*Your objective*
Report each line from the data below that holds the word "УРОЖАЙНЫЙ".

*Listed records*
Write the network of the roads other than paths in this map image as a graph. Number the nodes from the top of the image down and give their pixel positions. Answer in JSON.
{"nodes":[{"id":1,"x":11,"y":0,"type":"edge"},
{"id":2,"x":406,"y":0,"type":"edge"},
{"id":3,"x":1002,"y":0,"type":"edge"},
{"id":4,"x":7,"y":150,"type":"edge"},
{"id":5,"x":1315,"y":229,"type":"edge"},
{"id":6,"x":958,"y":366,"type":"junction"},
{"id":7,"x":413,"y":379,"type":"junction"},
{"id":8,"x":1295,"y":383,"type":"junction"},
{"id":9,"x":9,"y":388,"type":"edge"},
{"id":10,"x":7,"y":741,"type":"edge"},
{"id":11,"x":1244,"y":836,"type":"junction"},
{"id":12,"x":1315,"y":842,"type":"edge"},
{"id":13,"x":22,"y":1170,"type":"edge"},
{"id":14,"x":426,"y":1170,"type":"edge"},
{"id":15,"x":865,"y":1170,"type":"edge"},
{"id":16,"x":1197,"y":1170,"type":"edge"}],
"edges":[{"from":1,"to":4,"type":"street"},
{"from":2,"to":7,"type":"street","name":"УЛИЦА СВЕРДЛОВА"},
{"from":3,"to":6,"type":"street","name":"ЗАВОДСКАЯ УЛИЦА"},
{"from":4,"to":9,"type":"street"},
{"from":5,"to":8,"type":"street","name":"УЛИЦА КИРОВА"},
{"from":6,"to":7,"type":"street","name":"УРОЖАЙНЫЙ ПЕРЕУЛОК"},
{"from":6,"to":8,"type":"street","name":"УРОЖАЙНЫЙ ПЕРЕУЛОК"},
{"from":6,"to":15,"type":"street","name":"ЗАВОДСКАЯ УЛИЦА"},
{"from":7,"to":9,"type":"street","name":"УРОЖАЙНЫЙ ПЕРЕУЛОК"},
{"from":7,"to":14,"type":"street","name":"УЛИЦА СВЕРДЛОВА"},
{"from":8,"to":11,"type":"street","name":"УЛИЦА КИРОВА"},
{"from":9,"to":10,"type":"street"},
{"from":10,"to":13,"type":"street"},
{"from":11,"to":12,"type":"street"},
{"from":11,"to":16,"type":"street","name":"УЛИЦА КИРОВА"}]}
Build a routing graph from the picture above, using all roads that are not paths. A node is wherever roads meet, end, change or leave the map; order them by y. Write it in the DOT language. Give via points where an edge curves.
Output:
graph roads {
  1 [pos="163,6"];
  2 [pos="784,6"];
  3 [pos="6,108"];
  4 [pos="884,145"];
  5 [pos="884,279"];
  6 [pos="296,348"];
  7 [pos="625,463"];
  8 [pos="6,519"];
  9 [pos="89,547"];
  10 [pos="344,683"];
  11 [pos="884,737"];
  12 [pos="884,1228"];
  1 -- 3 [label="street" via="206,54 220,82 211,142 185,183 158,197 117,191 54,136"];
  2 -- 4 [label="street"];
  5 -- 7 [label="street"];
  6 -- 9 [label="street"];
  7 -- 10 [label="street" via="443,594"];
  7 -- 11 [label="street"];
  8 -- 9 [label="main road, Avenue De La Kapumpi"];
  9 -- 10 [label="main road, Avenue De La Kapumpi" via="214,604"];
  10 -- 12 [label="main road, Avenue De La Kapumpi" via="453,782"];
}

*Answer for this exercise*
{"from":6,"to":7,"type":"street","name":"УРОЖАЙНЫЙ ПЕРЕУЛОК"},
{"from":6,"to":8,"type":"street","name":"УРОЖАЙНЫЙ ПЕРЕУЛОК"},
{"from":7,"to":9,"type":"street","name":"УРОЖАЙНЫЙ ПЕРЕУЛОК"},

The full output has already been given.